▸ Source material
***
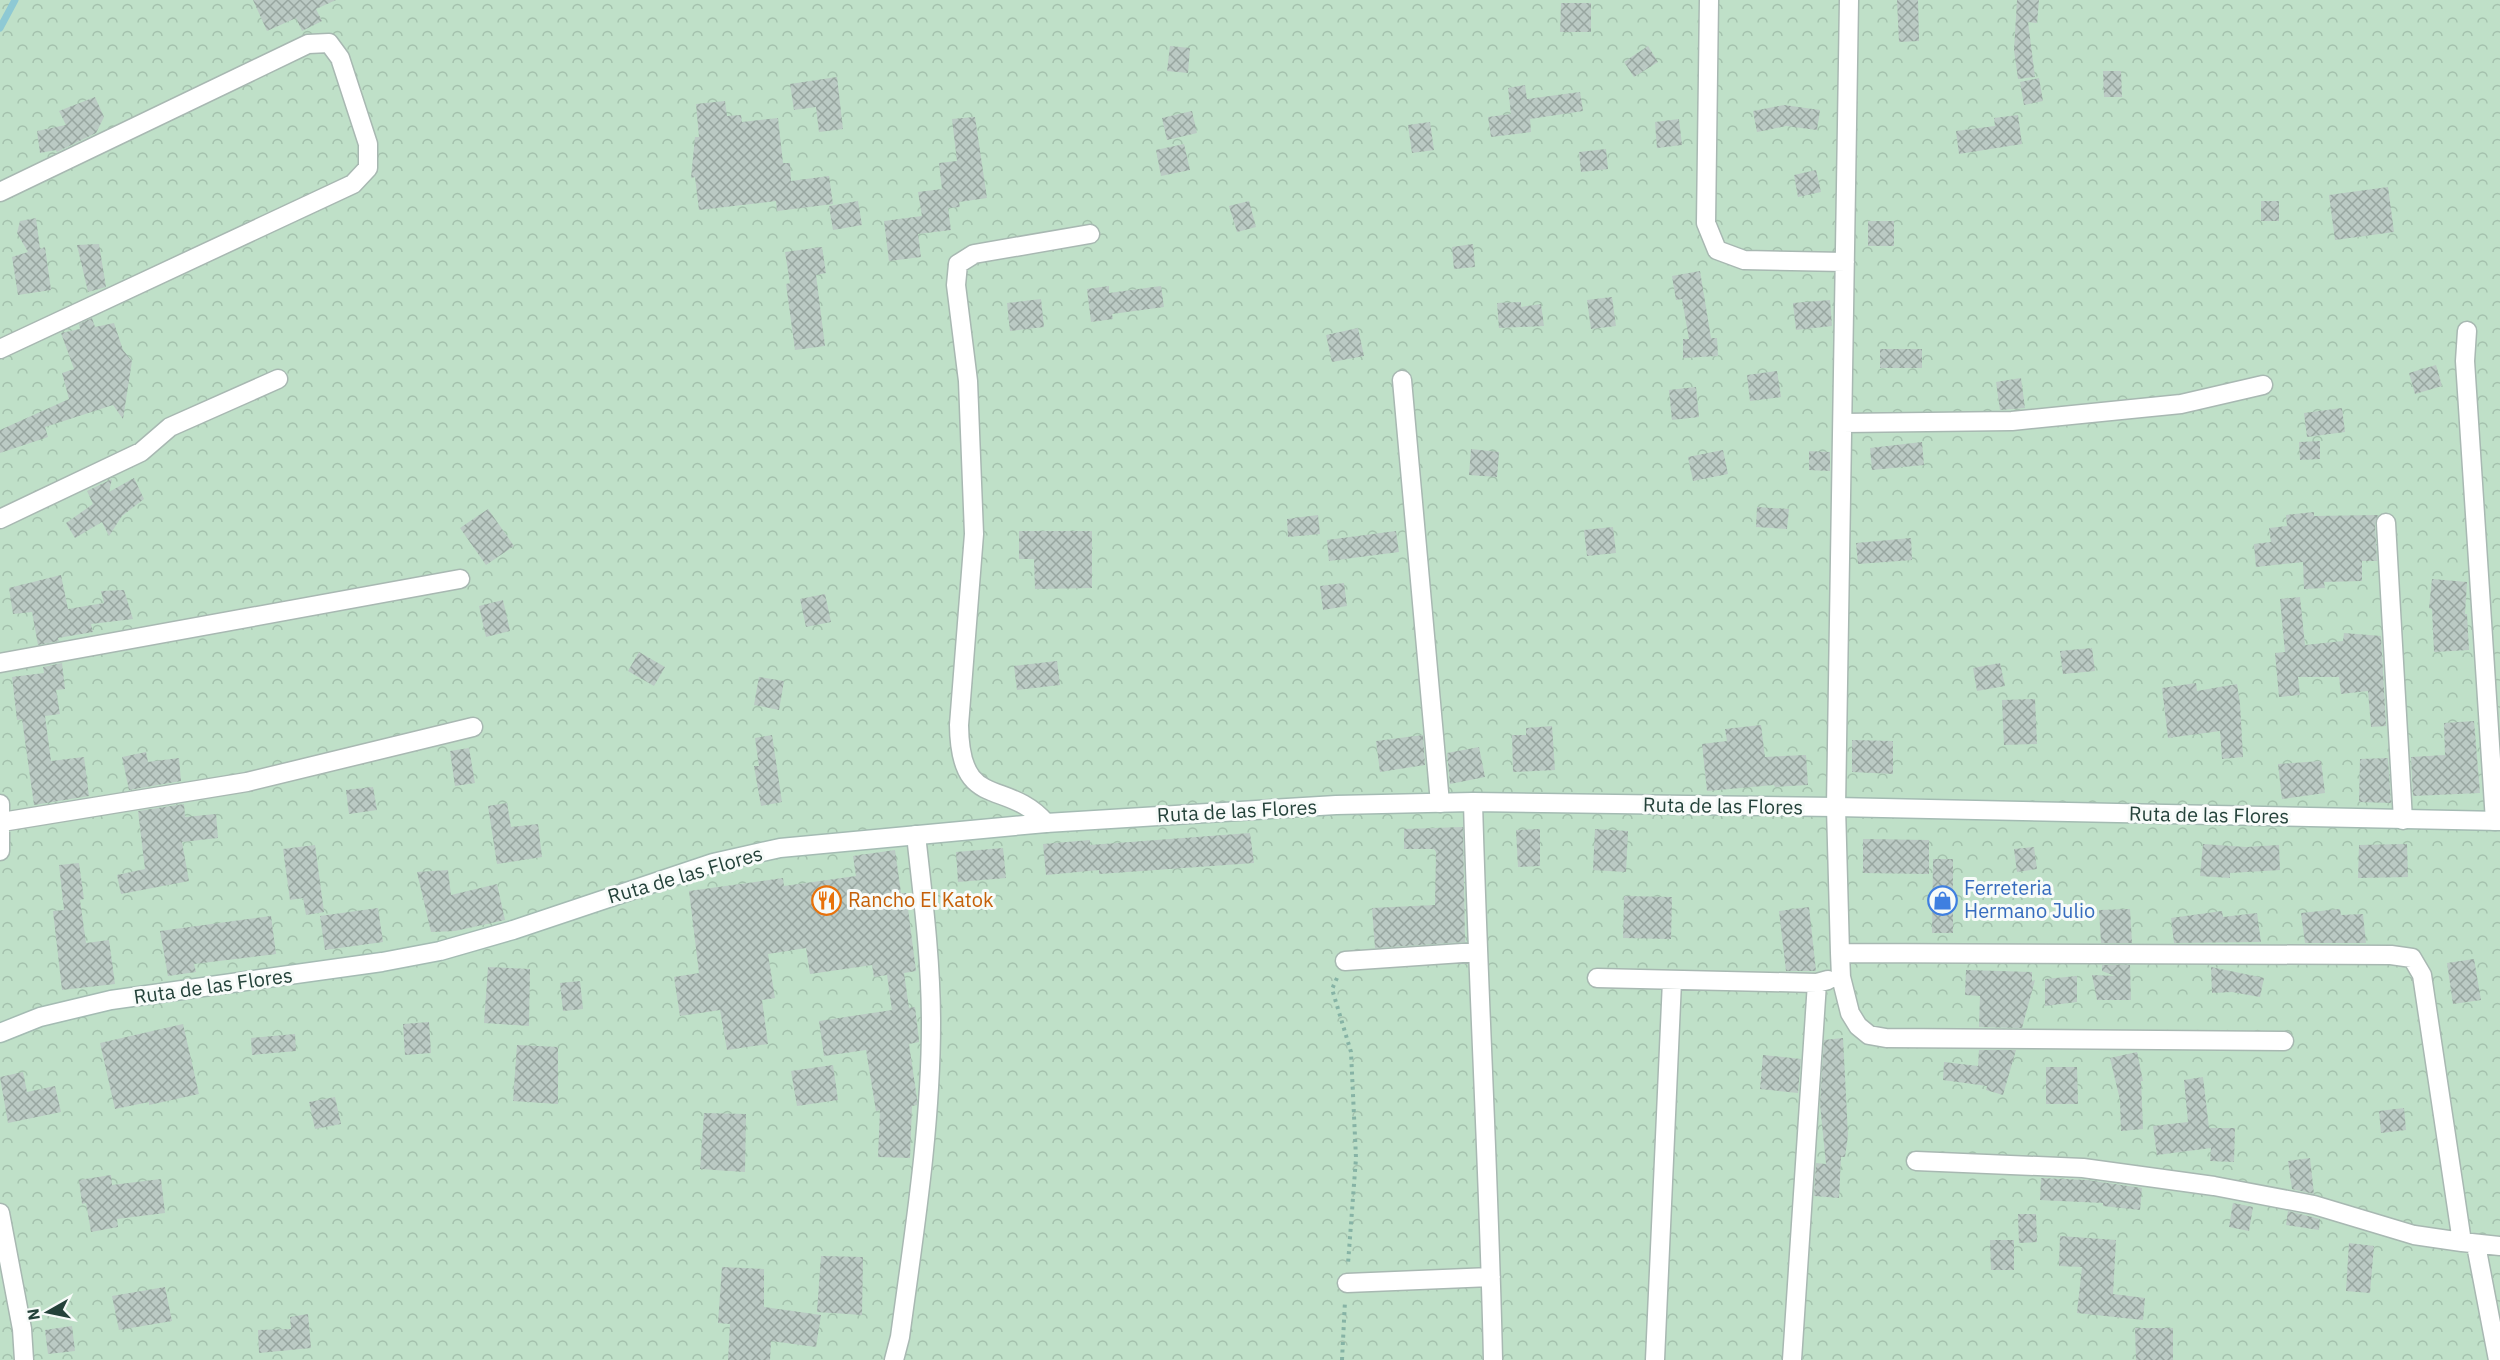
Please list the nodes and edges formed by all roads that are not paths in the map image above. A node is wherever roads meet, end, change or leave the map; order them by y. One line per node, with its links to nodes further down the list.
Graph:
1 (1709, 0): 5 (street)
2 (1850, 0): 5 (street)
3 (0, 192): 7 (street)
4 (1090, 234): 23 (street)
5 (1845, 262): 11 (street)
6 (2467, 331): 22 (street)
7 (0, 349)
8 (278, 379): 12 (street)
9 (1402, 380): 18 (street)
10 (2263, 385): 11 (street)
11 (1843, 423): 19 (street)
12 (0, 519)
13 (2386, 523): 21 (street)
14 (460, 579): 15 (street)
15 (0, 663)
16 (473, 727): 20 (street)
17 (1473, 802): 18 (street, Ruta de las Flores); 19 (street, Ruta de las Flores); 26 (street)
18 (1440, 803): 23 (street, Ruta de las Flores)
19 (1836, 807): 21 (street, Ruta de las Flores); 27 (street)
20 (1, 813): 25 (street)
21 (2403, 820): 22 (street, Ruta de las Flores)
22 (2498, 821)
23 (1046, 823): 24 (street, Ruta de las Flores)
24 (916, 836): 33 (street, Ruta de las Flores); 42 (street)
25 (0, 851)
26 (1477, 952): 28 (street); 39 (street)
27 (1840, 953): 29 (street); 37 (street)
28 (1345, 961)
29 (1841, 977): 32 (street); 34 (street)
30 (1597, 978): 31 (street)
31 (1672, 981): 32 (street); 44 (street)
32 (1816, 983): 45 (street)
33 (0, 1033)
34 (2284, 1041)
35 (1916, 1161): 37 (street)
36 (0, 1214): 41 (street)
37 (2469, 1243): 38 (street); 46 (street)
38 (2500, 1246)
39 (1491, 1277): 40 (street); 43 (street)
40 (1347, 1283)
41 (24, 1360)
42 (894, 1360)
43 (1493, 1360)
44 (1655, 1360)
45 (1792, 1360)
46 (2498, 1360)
***
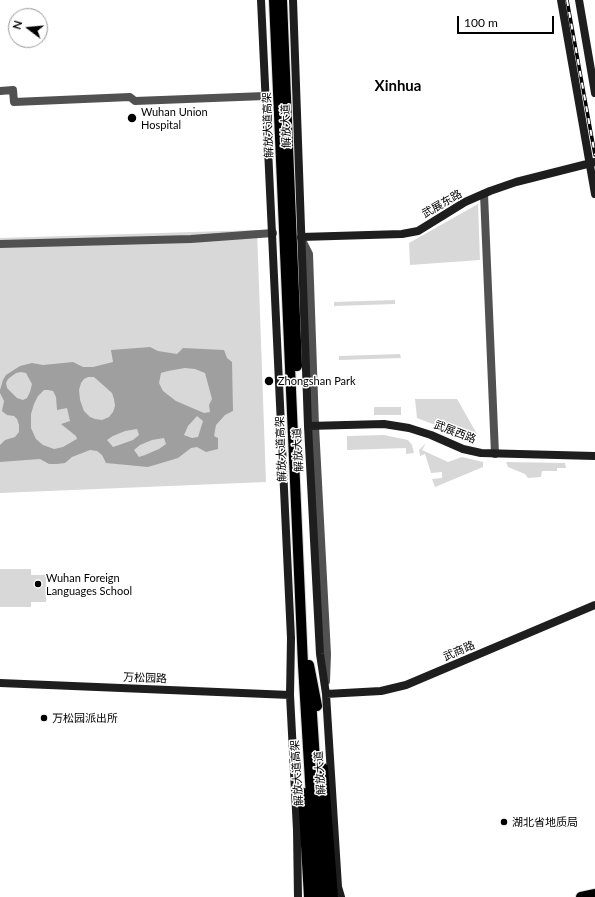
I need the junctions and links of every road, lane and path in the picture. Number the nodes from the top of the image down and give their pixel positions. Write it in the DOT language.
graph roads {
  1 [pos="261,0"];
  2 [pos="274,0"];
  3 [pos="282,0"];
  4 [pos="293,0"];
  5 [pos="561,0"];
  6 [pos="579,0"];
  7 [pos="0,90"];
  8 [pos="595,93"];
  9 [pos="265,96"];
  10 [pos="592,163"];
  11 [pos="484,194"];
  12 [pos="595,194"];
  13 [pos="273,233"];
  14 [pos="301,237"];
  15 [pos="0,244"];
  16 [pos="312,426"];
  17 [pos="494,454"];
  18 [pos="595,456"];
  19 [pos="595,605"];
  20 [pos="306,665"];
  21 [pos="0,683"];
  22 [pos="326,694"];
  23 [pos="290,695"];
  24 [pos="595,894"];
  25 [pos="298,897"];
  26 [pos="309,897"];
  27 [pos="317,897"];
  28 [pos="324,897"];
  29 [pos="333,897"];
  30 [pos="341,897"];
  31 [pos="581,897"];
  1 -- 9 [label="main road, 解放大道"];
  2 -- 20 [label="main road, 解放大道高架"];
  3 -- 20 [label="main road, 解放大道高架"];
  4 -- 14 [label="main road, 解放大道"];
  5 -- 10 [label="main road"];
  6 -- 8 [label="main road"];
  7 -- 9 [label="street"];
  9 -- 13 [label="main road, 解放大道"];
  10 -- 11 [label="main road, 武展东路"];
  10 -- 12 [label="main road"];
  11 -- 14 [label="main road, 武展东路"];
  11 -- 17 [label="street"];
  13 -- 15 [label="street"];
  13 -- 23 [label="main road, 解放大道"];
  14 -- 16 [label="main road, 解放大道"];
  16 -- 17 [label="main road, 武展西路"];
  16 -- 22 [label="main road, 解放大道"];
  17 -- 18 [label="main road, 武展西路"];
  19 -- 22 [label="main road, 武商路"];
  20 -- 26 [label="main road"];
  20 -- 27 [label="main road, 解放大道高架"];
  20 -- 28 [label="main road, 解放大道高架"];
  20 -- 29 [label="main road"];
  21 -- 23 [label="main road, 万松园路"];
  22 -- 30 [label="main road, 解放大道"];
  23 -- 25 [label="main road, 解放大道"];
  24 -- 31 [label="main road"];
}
***
▸ Try it
Find the lines above that contain the word "解放大道高架" and copy each one.

▸ Finished exercise
  2 -- 20 [label="main road, 解放大道高架"];
  3 -- 20 [label="main road, 解放大道高架"];
  20 -- 27 [label="main road, 解放大道高架"];
  20 -- 28 [label="main road, 解放大道高架"];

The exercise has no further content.